Allora sei confuso e immerso in quel gioco di sensazioni in cui non conosci più la precedenza e di cui hai solo paura di perdere la strada.
Non ti lasci indirizzare, ti metti alla guida delle sensazioni e delle paure sperando di poter far durare ogni istinto e piacere, sperando di non dimenticare o essere dimenticato tutto in un sogno.
Sereno Notturno

Rimane una grande cicatrice


Rimane una grande cicatrice

Erano gli anni ottanta, ormai sono quarant’anni quasi, ancora ricordo tutti quei momenti sul lavoro.
Quando hai un’attività e non vai d’accordo con il tuo socio e quello era mio padre allora ogni giorno passato pesa come un macigno. Due menti diverse, due modi d’essere ai poli opposti, al limite del normale comportamento.
Ricordo ancora le notti passate sopra un computer grafico Mac. Un corso di due giorni a Milano, poi da solo a capire impostazioni e impaginazioni, dentro a quelle quattro mura pesanti e quella luce al neon che emetteva rumori simili al ticchettio del tempo. Non scorderò mai le mie 25 ore trascorse a impaginare un listino prezzi in quadricromia, dovevo farlo e tra i pianti sono riuscito. Ora quei manuali sono in garage e quando voglio farmi del male li annuso e li guardo.

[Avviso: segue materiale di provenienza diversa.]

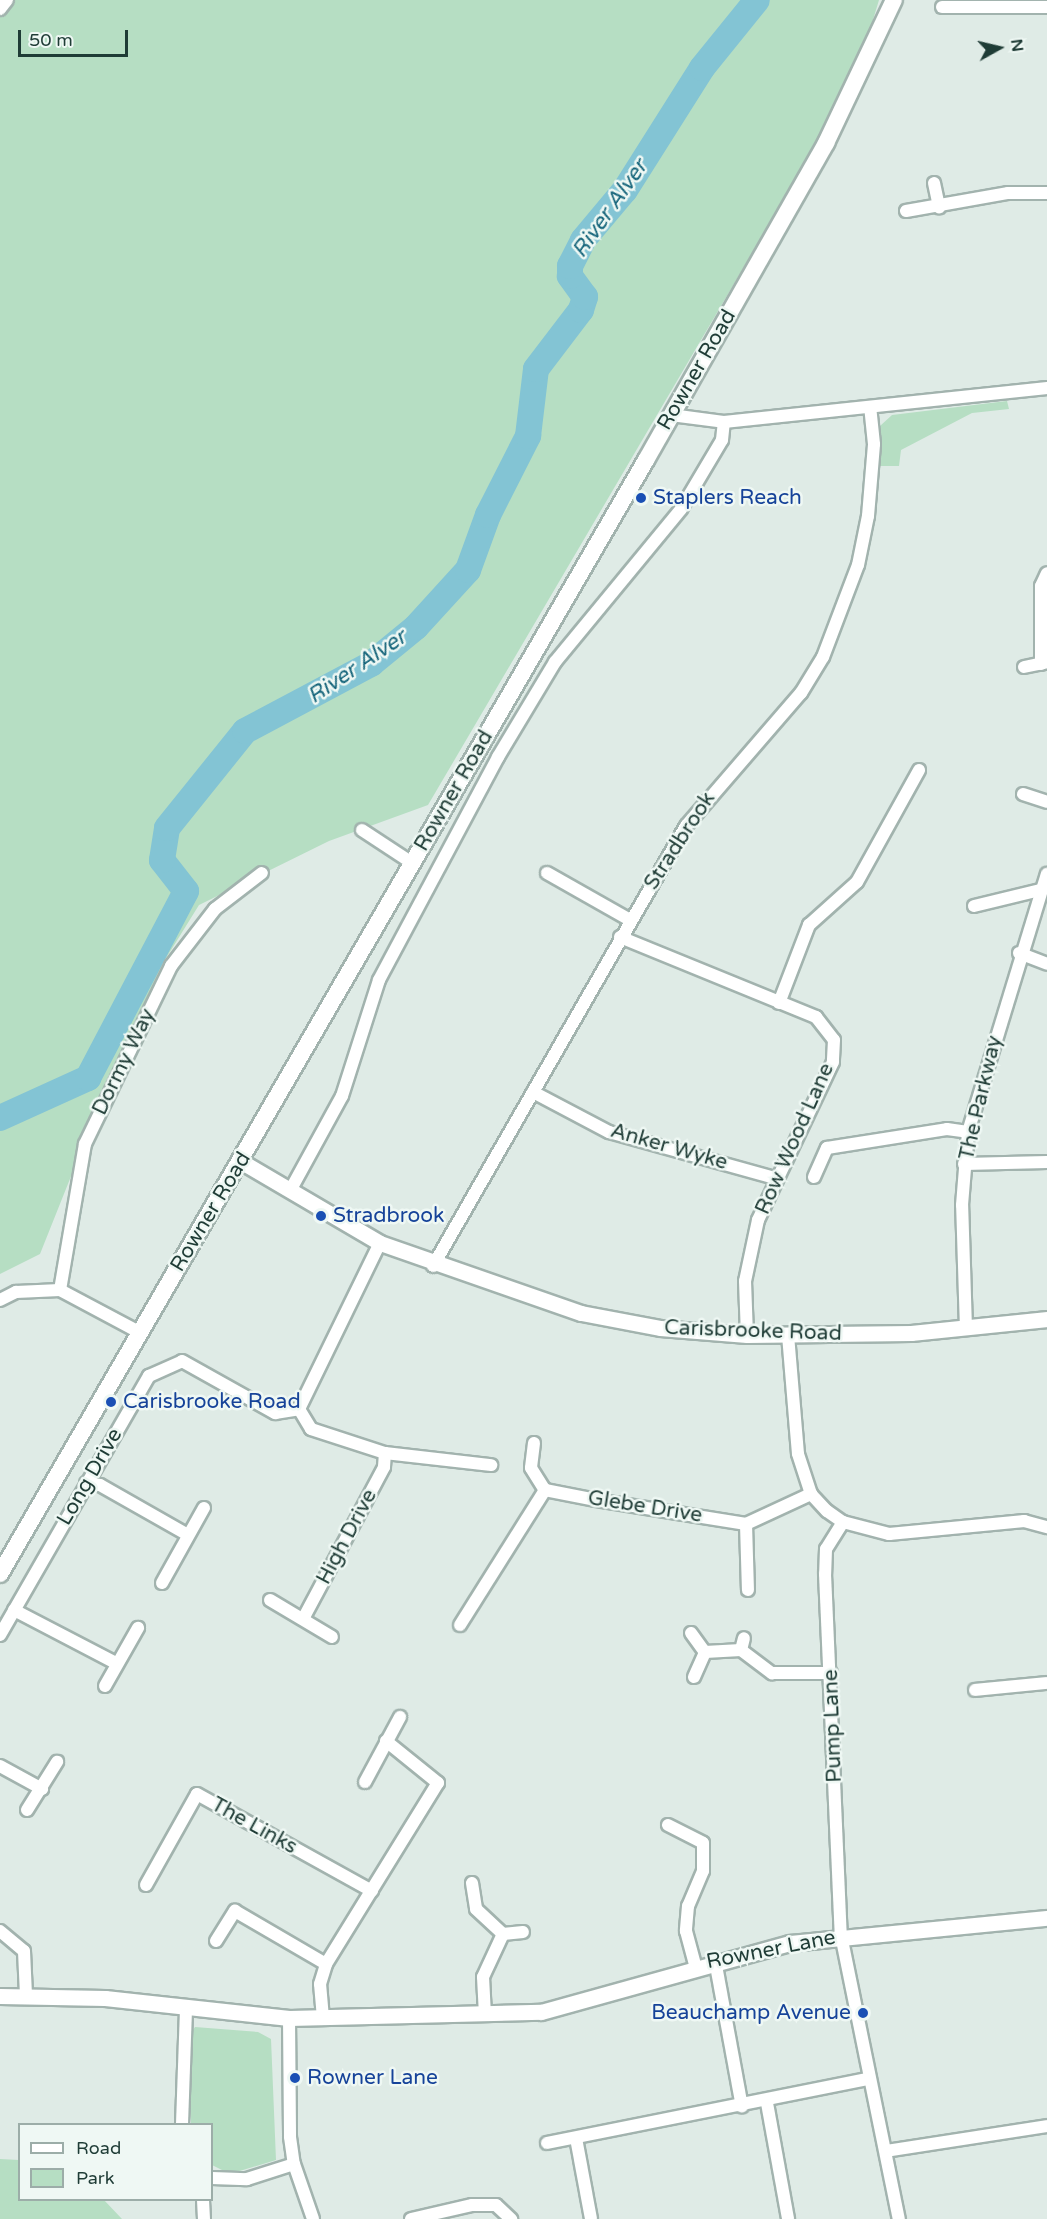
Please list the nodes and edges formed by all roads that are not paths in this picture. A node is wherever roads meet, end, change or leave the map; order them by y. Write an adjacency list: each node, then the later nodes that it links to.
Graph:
1 (7, 0): 5 (street)
2 (894, 0): 12 (main road, Rowner Road)
3 (942, 7): 4 (street)
4 (1047, 7)
5 (0, 9)
6 (934, 183): 8 (street)
7 (1047, 193): 8 (street)
8 (939, 207): 9 (street)
9 (906, 212)
10 (1047, 388): 11 (street)
11 (870, 407): 13 (street); 27 (street, Stradbrook)
12 (671, 415): 13 (street); 21 (main road, Rowner Road)
13 (724, 422): 39 (street)
14 (1047, 573): 15 (street)
15 (1044, 663): 16 (street)
16 (1024, 667)
17 (919, 770): 31 (street)
18 (1023, 794): 19 (street)
19 (1047, 802)
20 (362, 830): 21 (street)
21 (412, 863): 35 (main road, Rowner Road)
22 (262, 873): 42 (street, Dormy Way)
23 (547, 873): 27 (street)
24 (1047, 874): 25 (street, The Parkway)
25 (1040, 890): 26 (street); 29 (street, The Parkway)
26 (974, 906)
27 (630, 920): 28 (street, Stradbrook)
28 (620, 937): 31 (street, Row Wood Lane); 32 (street, Stradbrook)
29 (1019, 954): 30 (street); 33 (street, The Parkway)
30 (1047, 964)
31 (779, 1003): 38 (street, Row Wood Lane)
32 (534, 1092): 38 (street, Anker Wyke); 41 (street, Stradbrook)
33 (968, 1132): 36 (street, The Parkway); 37 (street)
34 (1047, 1161): 36 (street)
35 (242, 1162): 39 (street, Carisbrooke Road); 46 (main road, Rowner Road)
36 (964, 1164): 45 (street, The Parkway)
37 (814, 1177)
38 (775, 1178): 47 (street, Row Wood Lane)
39 (291, 1189): 40 (street, Carisbrooke Road)
40 (380, 1243): 41 (street, Carisbrooke Road); 49 (street)
41 (433, 1266): 47 (street, Carisbrooke Road)
42 (60, 1290): 43 (street); 46 (street)
43 (0, 1300)
44 (1047, 1319): 45 (street, Carisbrooke Road)
45 (966, 1329): 48 (street, Carisbrooke Road)
46 (137, 1331): 61 (main road, Rowner Road)
47 (747, 1335): 48 (street, Carisbrooke Road)
48 (788, 1335): 55 (street)
49 (299, 1408): 51 (street); 53 (street, Long Drive)
50 (534, 1443): 54 (street)
51 (385, 1453): 52 (street); 66 (street, High Drive)
52 (491, 1465)
53 (86, 1483): 60 (street); 65 (street, Long Drive)
54 (545, 1490): 58 (street, Glebe Drive); 67 (street)
55 (812, 1494): 57 (street); 58 (street)
56 (204, 1508): 60 (street)
57 (843, 1522): 59 (street); 74 (street, Pump Lane)
58 (746, 1524): 63 (street)
59 (1047, 1527)
60 (188, 1535): 62 (street)
61 (0, 1574)
62 (162, 1582)
63 (748, 1590)
64 (270, 1600): 66 (street)
65 (14, 1610): 70 (street, Long Drive); 73 (street)
66 (303, 1618): 71 (street)
67 (460, 1625)
68 (138, 1628): 73 (street)
69 (691, 1633): 72 (street)
70 (0, 1635)
71 (333, 1637)
72 (705, 1652): 74 (street); 75 (street)
73 (116, 1664): 77 (street)
74 (831, 1673): 94 (street, Pump Lane)
75 (694, 1677)
76 (1047, 1683): 78 (street)
77 (105, 1686)
78 (975, 1690)
79 (399, 1717): 80 (street)
80 (386, 1741): 83 (street); 89 (street)
81 (57, 1762): 84 (street)
82 (0, 1766): 84 (street)
83 (365, 1782)
84 (42, 1789): 85 (street)
85 (27, 1810)
86 (668, 1825): 98 (street)
87 (472, 1883): 93 (street)
88 (146, 1885): 89 (street, The Links)
89 (372, 1892): 97 (street)
90 (1047, 1918): 94 (street, Rowner Lane)
91 (0, 1931): 99 (street)
92 (523, 1932): 93 (street)
93 (503, 1934): 102 (street)
94 (842, 1935): 96 (street, Rowner Lane); 105 (street)
95 (216, 1941): 97 (street)
96 (715, 1960): 98 (street, Rowner Lane); 107 (street)
97 (326, 1964): 104 (street)
98 (694, 1965): 102 (street, Rowner Lane)
99 (26, 1995): 100 (street, Rowner Lane); 101 (street, Rowner Lane)
100 (0, 1996)
101 (186, 2007): 103 (street, Rowner Lane); 108 (street)
102 (484, 2015): 104 (street, Rowner Lane)
103 (289, 2018): 104 (street, Rowner Lane); 113 (street)
104 (323, 2018)
105 (868, 2079): 106 (street); 112 (street)
106 (767, 2103): 107 (street); 121 (street)
107 (742, 2107): 110 (street)
108 (182, 2123)
109 (1047, 2126): 112 (street)
110 (576, 2138): 111 (street); 120 (street)
111 (547, 2143)
112 (886, 2151): 122 (street)
113 (294, 2164): 114 (street); 117 (street)
114 (213, 2180)
115 (203, 2201): 116 (street)
116 (204, 2219)
117 (313, 2219)
118 (411, 2219): 119 (street)
119 (511, 2219)
120 (591, 2219)
121 (788, 2219)
122 (899, 2219)

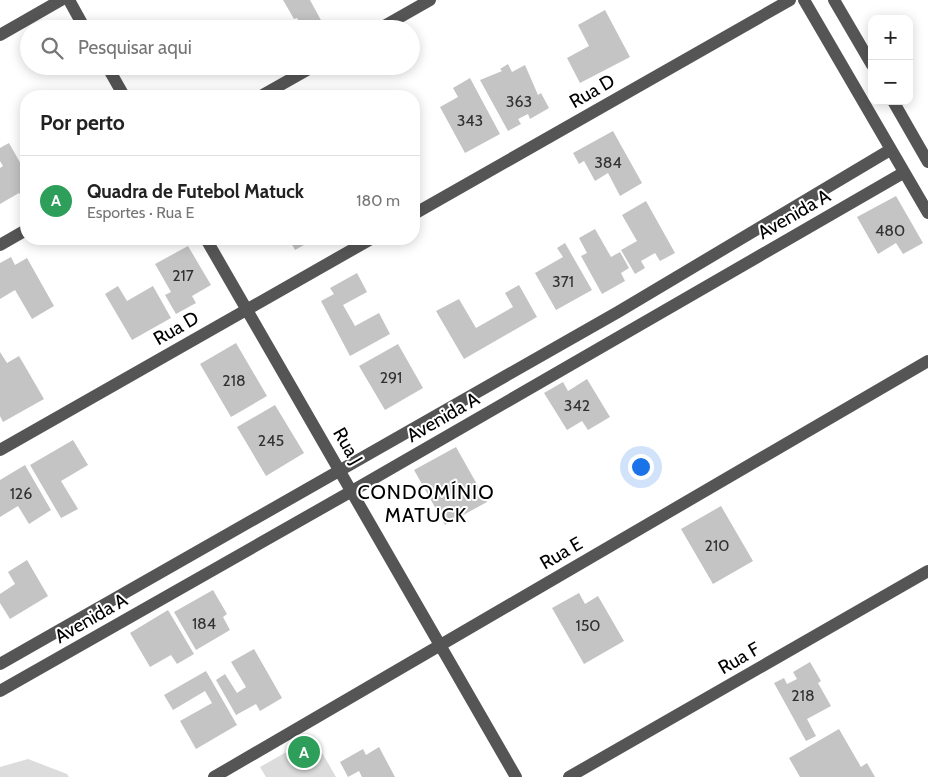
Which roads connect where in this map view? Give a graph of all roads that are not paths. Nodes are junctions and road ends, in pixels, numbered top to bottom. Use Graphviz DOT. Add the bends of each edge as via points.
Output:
graph roads {
  1 [pos="61,0"];
  2 [pos="69,0"];
  3 [pos="430,0"];
  4 [pos="790,0"];
  5 [pos="804,0"];
  6 [pos="834,0"];
  7 [pos="26,20"];
  8 [pos="81,20"];
  9 [pos="396,20"];
  10 [pos="20,24"];
  11 [pos="0,35"];
  12 [pos="869,60"];
  13 [pos="112,75"];
  14 [pos="298,75"];
  15 [pos="121,90"];
  16 [pos="272,90"];
  17 [pos="895,105"];
  18 [pos="890,150"];
  19 [pos="928,162"];
  20 [pos="903,172"];
  21 [pos="420,211"];
  22 [pos="928,214"];
  23 [pos="20,233"];
  24 [pos="0,245"];
  25 [pos="209,245"];
  26 [pos="361,245"];
  27 [pos="247,310"];
  28 [pos="618,312"];
  29 [pos="629,331"];
  30 [pos="928,361"];
  31 [pos="0,450"];
  32 [pos="340,471"];
  33 [pos="352,491"];
  34 [pos="928,571"];
  35 [pos="46,638"];
  36 [pos="440,645"];
  37 [pos="58,658"];
  38 [pos="0,664"];
  39 [pos="0,691"];
  40 [pos="214,777"];
  41 [pos="516,777"];
  42 [pos="569,777"];
  1 -- 7 [label="street"];
  2 -- 8 [label="street"];
  3 -- 9 [label="street"];
  4 -- 21 [label="street, Rua D"];
  5 -- 18 [label="street"];
  6 -- 12 [label="street"];
  10 -- 11 [label="street"];
  13 -- 15 [label="street"];
  14 -- 16 [label="street"];
  17 -- 19 [label="street"];
  18 -- 20 [label="street"];
  18 -- 28 [label="street, Avenida A"];
  20 -- 22 [label="street"];
  20 -- 29 [label="street, Avenida A"];
  23 -- 24 [label="street"];
  25 -- 27 [label="street, Rua J"];
  26 -- 27 [label="street, Rua D"];
  27 -- 31 [label="street, Rua D"];
  27 -- 32 [label="street, Rua J"];
  28 -- 29 [label="street"];
  28 -- 32 [label="street, Avenida A"];
  29 -- 33 [label="street, Avenida A"];
  30 -- 36 [label="street, Rua E"];
  32 -- 33 [label="street, Rua J"];
  32 -- 35 [label="street, Avenida A"];
  33 -- 36 [label="street, Rua J"];
  33 -- 37 [label="street, Avenida A"];
  34 -- 42 [label="street, Rua F"];
  35 -- 37 [label="street"];
  35 -- 38 [label="street, Avenida A"];
  36 -- 40 [label="street, Rua E"];
  36 -- 41 [label="street, Rua J"];
  37 -- 39 [label="street, Avenida A"];
}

Oggi non è più così, ho preso, ho guardato ogni etichetta lasciata come divisorio in quelle notti, e strappando tutto ho voluto dimenticare quella parte di me che mi ha reso l’uomo senza sorriso di oggi.
Ma con un’anima che spacca il culo e un carattere che mi fa amare e odiare da tanti.
A volte prendere delle decisioni è drammatico, ma non affrontarle rovina l’esistenza.
È strano come si cambi internamente, il che può non essere sempre un bene, se a farne le spese, sono le persone a cui vuoi bene e ti supportano.
Darsi dei tempi e dei traguardi è strepitoso, ma si deve fare i calcoli anche con realtà è destini che solo in parte noi possiamo cambiare.
Sereno Notturno

Anima raminga

“Sono talmente poche le occasioni per pensare a ciò che è stato, ancora meno per sapere ciò che sarà.
In mezzo c’è quello scampolo di esistenza che può far la differenza.
Allora la sera scorgi il buio e lo penetri, quasi a cercare risposte, sai già da sole non arriveranno mai. L’esser sereni, forse è un traguardo che rimbalza in qua e in là come un refuso tipografico. Tu puoi essere il proto e puoi correggere il tuo scampolo d’anima raminga.”
Sereno Notturno

Emozione nei corpi

Emozione nei corpi
Forse si sopisce il senso di tutto, perché abbiamo troppa conoscenza. Si gira distratti come anime silenziose, abbiamo tutto, ma questo ci sfugge. Corpi sudati, intrisi e smaniosi, ma non si parli di assuefazione o abitudine, sarebbe deleterio per ogni anima.
Io cammino, mi accorgo di tutto, e non faccio mistero di nulla, se qualcosa ci segna, quello può essere solo una ruga in più sul percorso.
Sereno Notturno

Occhi pesanti

Occhi pesanti
Conosco tante persone e ascolto molte frasi.
La più gettonata rimane questa: “Lo farò prima o poi, magari quando vado in pensione”
Fino ad alcuni anni fa non facevo caso, pensandoci ora, non ha un senso.
Forse non c’è un tempo per nulla, lo si fa e basta nel momento in cui fa piacere.
La vita è una puttana e ti sa fottere.
Ps Senza allarmismo era solo una riflessione
Sereno Notturno

Riuscire a tenere i silenzi come viaggiatori al fianco

Riuscire a tenere i silenzi come viaggiatori al fianco. “Troppe volte portiamo a spasso i silenzi, li teniamo come compagni di viaggio, nelle stesse sere e giorni restiamo a pensare con loro. I silenzi ci salvano, ci conquistano e ci danno la forza per superare i possibili dolori e le fatiche dei giorni. Sono l’esorcizzazione del fatto che tutti debbano sapere tutto.
Nell’anima rimangono frasi, circostanze, ricordi e stati d’animo che con lo scorrere del tempo, devono rimanere lì ad ascoltare. Noi siamo il risultato di ciò che è stato, nulla di più, si deve ripartire dagli sbagli, dall’aver dato troppa importanza a chi in realtà non meritava, a capire che gli errori a volte sono scelte a cui nulla potevi cambiare. Ogni anima è imperfetta, che affronta le salite, sapendo di contare sulle discese, facendo attenzione a non rovinare a terra, perché sarà sempre più difficile rialzarsi.”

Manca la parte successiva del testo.